G.G. doesn’t quit the choir or leave the church, but she and Vi start a bitter feud that goes on till they must come together to help the group win a national competition. So enjoy, if you will, the spectacle of two divas spouting stale verbal zingers that sound like rejected lines from Steel Magnolias.
Not that there aren’t subplots. When G.G.’s visiting grandson (Jeremy Jordan) meets Vi’s daughter (Keke Palmer), the two are instantly attracted to each other (Romeo and Juliet-lite). Meanwhile, the church and its community struggle through economic woes and gain inspiration from the choir’s success (shades of Depression Era “Let’s put on a show” musicals).
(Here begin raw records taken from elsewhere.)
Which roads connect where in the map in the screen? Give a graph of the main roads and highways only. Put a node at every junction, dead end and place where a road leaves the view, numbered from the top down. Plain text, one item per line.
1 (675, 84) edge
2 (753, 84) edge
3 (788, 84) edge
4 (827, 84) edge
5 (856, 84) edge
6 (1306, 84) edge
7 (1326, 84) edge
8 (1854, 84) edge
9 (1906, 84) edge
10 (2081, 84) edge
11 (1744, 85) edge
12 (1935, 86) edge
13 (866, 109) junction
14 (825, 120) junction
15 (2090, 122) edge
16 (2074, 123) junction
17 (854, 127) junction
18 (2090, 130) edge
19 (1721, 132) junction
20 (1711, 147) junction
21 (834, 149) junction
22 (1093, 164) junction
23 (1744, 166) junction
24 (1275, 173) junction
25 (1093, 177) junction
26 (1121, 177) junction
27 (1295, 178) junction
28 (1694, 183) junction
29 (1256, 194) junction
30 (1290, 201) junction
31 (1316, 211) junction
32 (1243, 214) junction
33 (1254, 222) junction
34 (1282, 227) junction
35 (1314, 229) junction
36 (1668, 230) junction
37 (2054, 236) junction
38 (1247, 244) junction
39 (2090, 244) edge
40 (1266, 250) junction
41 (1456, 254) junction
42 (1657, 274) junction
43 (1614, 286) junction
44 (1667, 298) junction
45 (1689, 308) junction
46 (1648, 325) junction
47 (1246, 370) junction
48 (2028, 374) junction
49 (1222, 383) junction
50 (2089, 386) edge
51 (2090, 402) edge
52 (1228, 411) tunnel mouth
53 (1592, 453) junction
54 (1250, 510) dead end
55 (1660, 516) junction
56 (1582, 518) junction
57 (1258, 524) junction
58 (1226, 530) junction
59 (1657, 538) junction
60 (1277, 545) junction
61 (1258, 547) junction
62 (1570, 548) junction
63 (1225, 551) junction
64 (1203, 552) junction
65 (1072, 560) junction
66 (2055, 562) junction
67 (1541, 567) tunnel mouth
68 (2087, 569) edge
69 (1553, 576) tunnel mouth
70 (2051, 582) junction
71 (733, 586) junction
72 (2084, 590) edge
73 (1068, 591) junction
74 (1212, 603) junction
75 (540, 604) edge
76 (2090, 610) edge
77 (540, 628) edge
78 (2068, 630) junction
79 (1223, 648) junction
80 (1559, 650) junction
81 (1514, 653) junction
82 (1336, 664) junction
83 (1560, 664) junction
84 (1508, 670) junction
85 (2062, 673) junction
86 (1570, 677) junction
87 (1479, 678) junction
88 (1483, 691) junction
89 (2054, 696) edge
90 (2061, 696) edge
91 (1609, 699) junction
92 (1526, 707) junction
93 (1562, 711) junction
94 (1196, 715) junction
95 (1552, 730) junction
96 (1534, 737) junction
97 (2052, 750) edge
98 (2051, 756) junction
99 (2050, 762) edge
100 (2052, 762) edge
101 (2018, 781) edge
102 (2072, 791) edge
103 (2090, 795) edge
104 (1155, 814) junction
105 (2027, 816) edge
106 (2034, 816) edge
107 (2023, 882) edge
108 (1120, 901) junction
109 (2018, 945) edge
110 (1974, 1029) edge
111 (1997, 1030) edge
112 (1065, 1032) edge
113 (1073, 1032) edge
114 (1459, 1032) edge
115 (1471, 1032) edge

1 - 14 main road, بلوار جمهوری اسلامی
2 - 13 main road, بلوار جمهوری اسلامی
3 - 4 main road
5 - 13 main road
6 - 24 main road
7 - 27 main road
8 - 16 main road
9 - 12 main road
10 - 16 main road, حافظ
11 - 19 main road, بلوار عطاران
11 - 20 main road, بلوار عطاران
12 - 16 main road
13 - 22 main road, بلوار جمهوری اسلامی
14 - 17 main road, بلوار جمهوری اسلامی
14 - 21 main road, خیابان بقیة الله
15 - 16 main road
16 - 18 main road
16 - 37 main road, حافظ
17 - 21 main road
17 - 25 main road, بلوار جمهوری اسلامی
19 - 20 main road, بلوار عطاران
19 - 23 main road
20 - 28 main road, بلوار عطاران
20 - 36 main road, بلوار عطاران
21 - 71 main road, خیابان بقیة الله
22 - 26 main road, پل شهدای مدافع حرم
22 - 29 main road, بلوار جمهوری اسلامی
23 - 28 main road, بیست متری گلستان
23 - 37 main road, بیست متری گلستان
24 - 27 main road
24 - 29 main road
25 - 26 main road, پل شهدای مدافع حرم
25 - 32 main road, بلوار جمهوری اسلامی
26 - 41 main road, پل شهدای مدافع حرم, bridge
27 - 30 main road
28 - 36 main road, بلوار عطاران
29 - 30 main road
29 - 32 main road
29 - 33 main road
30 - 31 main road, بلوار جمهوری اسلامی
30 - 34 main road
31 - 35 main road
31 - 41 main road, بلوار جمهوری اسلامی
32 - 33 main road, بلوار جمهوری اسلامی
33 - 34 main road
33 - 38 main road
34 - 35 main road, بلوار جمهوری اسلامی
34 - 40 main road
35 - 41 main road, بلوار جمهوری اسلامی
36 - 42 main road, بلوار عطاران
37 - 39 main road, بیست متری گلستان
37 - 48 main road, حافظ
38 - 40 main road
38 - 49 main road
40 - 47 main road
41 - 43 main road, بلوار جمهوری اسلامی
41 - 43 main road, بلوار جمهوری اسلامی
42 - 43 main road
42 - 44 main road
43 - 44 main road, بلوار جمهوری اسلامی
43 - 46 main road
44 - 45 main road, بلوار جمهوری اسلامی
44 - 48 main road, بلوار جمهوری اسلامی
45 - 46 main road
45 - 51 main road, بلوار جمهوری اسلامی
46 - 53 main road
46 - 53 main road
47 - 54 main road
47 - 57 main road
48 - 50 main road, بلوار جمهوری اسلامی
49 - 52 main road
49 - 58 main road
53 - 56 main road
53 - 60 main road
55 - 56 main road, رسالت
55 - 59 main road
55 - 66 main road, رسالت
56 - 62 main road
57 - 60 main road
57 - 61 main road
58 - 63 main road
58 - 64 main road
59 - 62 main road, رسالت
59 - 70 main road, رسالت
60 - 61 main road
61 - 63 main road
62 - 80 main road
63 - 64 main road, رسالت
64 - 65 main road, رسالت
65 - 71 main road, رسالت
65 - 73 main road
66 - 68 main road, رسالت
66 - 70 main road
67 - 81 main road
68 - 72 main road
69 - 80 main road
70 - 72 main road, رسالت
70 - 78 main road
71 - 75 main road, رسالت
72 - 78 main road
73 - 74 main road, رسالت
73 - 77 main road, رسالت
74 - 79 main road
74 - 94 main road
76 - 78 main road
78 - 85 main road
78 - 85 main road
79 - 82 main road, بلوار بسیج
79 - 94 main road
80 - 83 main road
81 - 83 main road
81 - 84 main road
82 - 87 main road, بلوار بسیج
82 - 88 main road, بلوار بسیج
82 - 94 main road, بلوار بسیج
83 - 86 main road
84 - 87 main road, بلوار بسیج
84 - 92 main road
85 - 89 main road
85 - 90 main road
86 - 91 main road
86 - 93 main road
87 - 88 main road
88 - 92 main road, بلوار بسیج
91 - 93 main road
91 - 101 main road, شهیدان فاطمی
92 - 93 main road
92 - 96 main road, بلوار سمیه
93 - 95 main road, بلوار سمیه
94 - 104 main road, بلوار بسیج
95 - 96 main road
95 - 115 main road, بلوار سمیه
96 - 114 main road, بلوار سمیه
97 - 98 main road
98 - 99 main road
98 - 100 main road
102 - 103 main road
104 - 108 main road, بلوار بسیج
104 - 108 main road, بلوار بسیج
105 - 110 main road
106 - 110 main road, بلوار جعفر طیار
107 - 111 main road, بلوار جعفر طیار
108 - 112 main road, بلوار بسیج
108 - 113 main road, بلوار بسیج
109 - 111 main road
If only writer-director Todd Graff had ditched this script in the early stages, and instead filmed a documentary about contemporary gospel music. He has enough real-life talent on stage in the competition scenes to give him a nice start—from famed gospel singers Karen Peck and Kirk Franklin to 13-year-old Ivan Kelley Jr., of Chattanooga, Tenn., who leads a children’s choir in singing Billy Preston’s 1960s classic “That’s the Way God Planned It.”
Sadly, though, Joyful Noise just drags on to its predictable conclusion with a few tired twists to pad out the two hours.
Worst of all is a running gag about Sacred Divinity choir member Earla (Angela Grovey) who sleeps with a fellow singer, wakes the next morning to find he’s died in her bed, and spends the rest of the movie worrying aloud that “no man will ever want me again!” Never mind, for a moment, that it’s tasteless and unfunny. The real problem: Why throw this element—and a later, casual quip about teen sexual promiscuity—into a movie that otherwise aims for a church-based audience?
If you’re wondering the same thing, send the filmmakers a message: Erase Joyful Noise from your “to see” list and hold out for something that offers the same themes of faith and perseverance but in a fresher, more reverent package.
That isn’t too much to hope for in 2012. After all, it’s only January.